L’homme fit un geste vers la ville :

- Dans cette ville, autrefois opulente, il y a une source qui donne depuis toujours une eau bonne et fraîche.

Robert demanda le nom de la ville.

- Cette cité, noire et dévastée, se nomme Jérusalem.

- Tu mens, impie ! Ce n’est pas Jérusalem !

Mais l’homme répéta :

- Cette cité, noire et dévastée, se nomme Jérusalem.

Robert tira son épée, mais l’apparition s’évanouit. Il tourna la bride et s’enfuit ; il erra, avant de retrouver sa suite. Et la fièvre le saisit.

Ici prend fin la très véridique relation de Syméon le soldat sur mort du comte de Flandre Robert. Les circonstances du retour dans les contrées occidentales de l’ascète sont les suivantes : dix ans plus tard, un tremblement de terre détruisit l’église et le monastère restauré de Saint-Anastase-Le-Persan.
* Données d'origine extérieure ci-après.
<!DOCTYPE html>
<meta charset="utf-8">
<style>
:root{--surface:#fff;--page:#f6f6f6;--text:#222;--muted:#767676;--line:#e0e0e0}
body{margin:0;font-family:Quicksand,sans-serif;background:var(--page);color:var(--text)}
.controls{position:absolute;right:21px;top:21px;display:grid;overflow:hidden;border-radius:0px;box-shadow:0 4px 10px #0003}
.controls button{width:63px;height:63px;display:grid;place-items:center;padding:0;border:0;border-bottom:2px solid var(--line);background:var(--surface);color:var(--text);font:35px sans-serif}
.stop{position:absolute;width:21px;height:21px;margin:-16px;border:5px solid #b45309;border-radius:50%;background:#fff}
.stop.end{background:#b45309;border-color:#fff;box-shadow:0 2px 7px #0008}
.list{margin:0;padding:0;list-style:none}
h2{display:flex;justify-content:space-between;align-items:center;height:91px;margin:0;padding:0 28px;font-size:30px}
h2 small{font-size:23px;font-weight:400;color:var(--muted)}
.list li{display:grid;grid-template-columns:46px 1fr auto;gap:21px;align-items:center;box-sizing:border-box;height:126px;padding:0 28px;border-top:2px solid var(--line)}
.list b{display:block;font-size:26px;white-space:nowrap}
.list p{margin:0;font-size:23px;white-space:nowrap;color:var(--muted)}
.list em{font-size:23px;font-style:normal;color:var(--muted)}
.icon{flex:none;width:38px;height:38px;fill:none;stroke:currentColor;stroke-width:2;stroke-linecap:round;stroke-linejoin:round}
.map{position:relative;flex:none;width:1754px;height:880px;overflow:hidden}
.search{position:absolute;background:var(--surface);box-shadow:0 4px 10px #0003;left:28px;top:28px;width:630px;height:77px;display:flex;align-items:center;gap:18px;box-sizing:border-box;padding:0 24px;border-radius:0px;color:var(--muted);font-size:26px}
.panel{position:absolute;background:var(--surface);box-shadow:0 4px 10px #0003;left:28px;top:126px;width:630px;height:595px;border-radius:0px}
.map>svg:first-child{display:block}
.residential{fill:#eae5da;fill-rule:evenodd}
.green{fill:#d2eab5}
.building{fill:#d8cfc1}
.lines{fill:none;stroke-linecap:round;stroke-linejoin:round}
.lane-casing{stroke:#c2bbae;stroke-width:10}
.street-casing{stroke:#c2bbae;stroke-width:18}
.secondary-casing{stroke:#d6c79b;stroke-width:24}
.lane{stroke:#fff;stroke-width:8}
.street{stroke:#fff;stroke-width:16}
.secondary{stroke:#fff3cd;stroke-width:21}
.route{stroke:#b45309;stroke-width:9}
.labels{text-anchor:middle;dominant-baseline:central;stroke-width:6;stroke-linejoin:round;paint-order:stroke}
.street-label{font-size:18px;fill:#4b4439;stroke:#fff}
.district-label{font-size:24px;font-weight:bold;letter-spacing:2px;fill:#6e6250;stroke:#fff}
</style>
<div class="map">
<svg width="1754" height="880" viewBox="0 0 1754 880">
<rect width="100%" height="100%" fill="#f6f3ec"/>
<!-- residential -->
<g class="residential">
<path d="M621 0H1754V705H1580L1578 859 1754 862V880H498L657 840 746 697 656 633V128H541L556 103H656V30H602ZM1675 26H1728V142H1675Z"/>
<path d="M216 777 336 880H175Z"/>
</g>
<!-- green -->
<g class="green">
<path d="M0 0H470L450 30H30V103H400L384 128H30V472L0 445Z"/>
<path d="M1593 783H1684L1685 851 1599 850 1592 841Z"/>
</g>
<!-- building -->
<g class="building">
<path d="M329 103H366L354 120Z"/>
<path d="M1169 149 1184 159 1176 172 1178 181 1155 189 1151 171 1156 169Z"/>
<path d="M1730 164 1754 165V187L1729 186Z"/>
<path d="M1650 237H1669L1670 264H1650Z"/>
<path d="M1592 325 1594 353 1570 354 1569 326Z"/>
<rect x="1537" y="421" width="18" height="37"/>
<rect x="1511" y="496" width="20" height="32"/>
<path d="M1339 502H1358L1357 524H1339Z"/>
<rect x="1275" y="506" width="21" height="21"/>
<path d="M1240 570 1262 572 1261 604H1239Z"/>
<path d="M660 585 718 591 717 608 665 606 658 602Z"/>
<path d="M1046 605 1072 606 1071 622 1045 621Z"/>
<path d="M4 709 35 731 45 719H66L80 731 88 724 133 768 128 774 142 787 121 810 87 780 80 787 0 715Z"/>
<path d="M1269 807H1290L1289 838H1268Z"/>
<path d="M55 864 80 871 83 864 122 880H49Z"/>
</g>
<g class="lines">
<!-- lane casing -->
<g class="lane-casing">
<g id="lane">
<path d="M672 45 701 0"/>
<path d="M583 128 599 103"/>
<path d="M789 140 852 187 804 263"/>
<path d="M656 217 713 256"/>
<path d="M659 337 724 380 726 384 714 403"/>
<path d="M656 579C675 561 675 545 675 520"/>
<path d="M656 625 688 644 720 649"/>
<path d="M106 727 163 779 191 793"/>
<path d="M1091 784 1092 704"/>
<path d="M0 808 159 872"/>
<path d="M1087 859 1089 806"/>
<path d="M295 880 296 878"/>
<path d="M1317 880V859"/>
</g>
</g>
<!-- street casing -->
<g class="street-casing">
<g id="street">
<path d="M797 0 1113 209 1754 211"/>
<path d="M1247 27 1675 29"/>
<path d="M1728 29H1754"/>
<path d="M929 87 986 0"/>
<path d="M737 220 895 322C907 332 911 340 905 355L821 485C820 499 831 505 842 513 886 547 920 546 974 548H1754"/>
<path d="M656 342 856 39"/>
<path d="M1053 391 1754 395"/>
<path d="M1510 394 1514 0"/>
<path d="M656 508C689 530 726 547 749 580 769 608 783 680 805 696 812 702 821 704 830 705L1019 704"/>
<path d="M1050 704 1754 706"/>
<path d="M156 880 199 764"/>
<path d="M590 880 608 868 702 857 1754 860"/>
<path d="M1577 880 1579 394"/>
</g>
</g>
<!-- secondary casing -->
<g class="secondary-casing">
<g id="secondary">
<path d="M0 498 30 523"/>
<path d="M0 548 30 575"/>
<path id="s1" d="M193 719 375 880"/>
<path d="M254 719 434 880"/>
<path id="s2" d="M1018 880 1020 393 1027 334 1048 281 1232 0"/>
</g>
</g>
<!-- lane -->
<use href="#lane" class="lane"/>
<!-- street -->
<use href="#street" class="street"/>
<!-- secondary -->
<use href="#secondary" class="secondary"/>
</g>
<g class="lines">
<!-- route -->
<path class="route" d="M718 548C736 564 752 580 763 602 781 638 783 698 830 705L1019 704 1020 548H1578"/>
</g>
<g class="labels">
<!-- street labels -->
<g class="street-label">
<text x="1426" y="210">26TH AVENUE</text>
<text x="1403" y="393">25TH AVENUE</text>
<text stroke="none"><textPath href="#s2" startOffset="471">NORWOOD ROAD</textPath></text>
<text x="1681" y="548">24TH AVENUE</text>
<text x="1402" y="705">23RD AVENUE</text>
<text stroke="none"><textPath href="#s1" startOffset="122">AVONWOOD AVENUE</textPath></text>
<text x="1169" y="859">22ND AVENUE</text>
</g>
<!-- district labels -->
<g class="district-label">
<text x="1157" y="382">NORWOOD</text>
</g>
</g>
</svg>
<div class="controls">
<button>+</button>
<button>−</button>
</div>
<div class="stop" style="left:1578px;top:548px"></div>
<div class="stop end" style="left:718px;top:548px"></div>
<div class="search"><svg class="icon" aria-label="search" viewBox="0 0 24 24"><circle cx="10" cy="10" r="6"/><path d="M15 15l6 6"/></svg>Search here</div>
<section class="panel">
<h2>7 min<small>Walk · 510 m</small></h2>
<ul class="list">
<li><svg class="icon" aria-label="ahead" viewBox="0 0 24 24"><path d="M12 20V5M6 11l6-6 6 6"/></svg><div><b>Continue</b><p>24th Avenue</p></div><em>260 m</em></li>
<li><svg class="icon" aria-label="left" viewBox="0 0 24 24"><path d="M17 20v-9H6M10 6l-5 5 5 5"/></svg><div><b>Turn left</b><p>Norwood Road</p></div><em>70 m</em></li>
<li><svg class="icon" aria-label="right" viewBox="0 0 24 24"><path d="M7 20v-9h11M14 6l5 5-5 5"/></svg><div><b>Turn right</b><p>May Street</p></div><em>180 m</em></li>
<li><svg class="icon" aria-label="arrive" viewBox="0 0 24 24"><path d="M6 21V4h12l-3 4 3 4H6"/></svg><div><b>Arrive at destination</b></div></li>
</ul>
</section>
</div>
Très âgé, Syméon reprit la route du comté de Flandre ; mais il ne fut pas accueilli à la cour du comte Philippe. Il se rendit dans plusieurs villes ; à Cologne il sollicita l’évêque, puis séjourna quelques mois au monastère de Siegburg. Enfin il s’installa à Cologne dans un petit ermitage, une hutte de bois adossée au mur de la ville, non loin de la grand-porte. C’est là que ses jours prirent fin. Nous lui devons de connaître le détail véritable de la mort de Robert de Flandre, que des jongleurs abusant la foule ignorante et des chroniqueurs malveillants appellent aujourd’hui Robert le Diable.